PD Taru Martani adalah Badan Usaha Milik Daerah yang berstatus sebagai Badan Hukum dan ditetapkan dengan Peraturan Daerah Perda Propinsi
Daerah Istimewa Yogyakarta Nomor: 8 Tahun 1985, dan telah disahkan oleh Menteri Dalam Negeri dengan Keputusan Nomor: 539.34-252, tanggal 26 Februari 1986, dan
telah diumumkan dalam Lembaran Daerah Istimewa Yogyakarta Nomor: 3 Tahun 1986 Seri: D. PD Taru Martani beralamat di Jl. Kompol. B. Suprapto No.2A,
Yogyakarta. PD Taru Martani adalah suatu kesatuan produksi di bidang penyediaan
pelayanan bagi kemanfaatan umum di samping mendapatkan keuntungan. Perusahaan ini, berusaha di bidang-bidang lain sejenis yang dapat mendorong perkembangan
sektor swasta dan atau koperasi di luar usaha perusahaan serta bertujuan untuk turut serta mengembangkan kegiatan perekonomian daerah pada khususnya dan kegiatan
6 perekonomian nasional pada umumnya guna memenuhi kebutuhan masyarakat serta
sebagai salah satu sarana bagi sumber pendapatan asli daerah. Untuk mencapai tujuan dimaksud, PD Taru Martani berpedoman pada
asas-asas ekonomi perusahaan serta prinsip-prinsip akuntansi perusahaan, dan dapat bekerja sama dengan semua pihak sesuai dengan peraturan perundang-undangan yang
berlaku.
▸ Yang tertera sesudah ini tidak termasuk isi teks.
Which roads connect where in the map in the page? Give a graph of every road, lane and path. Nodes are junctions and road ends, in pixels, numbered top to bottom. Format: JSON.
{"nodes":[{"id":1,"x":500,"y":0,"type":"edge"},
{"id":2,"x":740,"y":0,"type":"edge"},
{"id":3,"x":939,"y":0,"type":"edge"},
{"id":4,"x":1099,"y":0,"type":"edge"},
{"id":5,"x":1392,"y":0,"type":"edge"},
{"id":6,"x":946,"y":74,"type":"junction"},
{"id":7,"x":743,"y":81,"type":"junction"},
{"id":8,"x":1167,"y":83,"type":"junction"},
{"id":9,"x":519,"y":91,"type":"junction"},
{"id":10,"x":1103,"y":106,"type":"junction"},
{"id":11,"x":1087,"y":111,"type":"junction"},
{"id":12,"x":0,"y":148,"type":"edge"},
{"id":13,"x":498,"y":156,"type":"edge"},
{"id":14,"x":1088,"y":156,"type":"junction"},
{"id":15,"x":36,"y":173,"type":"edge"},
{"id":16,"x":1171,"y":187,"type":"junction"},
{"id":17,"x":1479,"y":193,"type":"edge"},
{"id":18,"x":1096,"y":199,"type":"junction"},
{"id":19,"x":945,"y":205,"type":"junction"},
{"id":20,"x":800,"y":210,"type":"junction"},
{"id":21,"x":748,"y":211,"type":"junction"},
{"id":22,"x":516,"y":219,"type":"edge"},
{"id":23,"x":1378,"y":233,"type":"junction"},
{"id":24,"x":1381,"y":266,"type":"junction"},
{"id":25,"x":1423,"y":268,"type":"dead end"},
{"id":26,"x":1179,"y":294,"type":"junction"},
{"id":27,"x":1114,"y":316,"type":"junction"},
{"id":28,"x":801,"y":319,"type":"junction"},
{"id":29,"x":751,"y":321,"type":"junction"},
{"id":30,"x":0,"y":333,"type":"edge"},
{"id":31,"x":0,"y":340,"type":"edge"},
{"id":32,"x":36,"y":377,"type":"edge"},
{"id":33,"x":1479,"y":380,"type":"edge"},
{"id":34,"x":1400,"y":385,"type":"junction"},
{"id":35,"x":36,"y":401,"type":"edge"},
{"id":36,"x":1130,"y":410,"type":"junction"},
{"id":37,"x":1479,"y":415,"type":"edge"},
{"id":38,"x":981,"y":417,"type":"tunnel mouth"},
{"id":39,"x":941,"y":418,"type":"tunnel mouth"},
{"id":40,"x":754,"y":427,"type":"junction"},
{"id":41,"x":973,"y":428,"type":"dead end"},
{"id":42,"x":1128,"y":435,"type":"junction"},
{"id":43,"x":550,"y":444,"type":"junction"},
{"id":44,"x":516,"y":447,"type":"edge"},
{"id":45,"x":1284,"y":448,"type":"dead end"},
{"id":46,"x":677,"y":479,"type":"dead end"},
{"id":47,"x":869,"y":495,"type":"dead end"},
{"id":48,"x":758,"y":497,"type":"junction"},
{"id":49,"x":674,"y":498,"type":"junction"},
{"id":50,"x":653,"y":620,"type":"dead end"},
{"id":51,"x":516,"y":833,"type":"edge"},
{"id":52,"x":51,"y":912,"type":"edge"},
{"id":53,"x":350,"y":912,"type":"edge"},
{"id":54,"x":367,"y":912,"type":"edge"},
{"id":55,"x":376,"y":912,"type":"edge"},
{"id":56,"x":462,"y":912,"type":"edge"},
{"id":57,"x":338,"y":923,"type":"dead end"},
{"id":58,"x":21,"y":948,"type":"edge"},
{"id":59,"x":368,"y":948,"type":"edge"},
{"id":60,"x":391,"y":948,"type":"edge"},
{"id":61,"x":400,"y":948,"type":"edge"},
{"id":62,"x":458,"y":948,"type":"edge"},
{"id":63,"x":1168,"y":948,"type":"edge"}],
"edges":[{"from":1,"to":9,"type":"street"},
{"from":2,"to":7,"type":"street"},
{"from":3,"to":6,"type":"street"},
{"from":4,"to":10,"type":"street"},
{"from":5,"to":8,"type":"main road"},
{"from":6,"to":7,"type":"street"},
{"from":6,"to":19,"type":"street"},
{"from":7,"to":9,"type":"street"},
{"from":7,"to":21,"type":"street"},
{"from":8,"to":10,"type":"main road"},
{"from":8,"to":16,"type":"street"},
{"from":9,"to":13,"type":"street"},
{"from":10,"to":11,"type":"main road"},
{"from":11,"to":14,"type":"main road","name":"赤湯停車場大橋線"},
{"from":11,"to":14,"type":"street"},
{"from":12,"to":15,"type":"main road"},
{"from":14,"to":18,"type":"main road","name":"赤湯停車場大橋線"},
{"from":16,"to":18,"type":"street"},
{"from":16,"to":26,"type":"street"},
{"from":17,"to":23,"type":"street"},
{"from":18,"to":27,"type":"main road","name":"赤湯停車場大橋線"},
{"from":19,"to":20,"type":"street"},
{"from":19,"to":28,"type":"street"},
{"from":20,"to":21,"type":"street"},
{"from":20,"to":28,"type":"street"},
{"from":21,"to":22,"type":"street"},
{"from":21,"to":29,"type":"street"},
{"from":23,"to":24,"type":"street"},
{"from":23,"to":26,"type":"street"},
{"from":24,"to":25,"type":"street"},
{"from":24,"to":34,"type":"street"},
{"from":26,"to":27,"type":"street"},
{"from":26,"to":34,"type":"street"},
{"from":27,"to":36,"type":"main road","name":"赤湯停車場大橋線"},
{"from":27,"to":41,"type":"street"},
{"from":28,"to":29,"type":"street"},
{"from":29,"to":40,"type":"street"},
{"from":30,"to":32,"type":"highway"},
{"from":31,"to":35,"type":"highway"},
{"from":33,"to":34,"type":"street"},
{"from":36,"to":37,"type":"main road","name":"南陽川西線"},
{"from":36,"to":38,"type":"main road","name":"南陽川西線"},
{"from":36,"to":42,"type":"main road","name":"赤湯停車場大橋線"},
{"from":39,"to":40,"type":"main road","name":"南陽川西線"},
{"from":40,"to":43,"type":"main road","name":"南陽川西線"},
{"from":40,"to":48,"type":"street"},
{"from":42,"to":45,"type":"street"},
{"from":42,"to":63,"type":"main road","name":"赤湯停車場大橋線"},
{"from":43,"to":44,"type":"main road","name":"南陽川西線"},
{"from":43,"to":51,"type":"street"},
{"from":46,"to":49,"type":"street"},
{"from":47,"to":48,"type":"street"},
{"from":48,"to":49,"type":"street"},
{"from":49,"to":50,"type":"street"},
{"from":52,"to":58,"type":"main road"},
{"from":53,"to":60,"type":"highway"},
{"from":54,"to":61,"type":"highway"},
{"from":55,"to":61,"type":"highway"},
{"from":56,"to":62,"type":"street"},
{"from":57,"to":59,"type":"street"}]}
Perusahaan ini, bergerak dalam lapangan usaha processing tembakau untuk membuat cerutu, tembakau shag, sigaret dan usaha-usaha yang secara langsung ada
sangkut-pautnya dengan usaha tersebut.
Berdasarkan latar belakang diatas, penulis ingin meneliti “Hubungan Persepsi Mengenai Budaya Organisasi dan Locus of Control Dengan Kinerja
Karyawan”. B. Rumusan Masalah
Berdasarkan latar belakang diatas, maka rumusan masalah yang dapat disusun adalah sebagai berikut :
1. Adakah hubungan antara persepsi mengenai budaya organisasi dan locus of control
secara simultan dengan kinerja karyawan? 2. Adakah hubungan antara persepsi mengenai budaya organisasi dan locus of
control secara parsial dengan kinerja karyawan?
3. Adakah variabel yang mempunyai hubungan dominan dengan kinerja karyawan?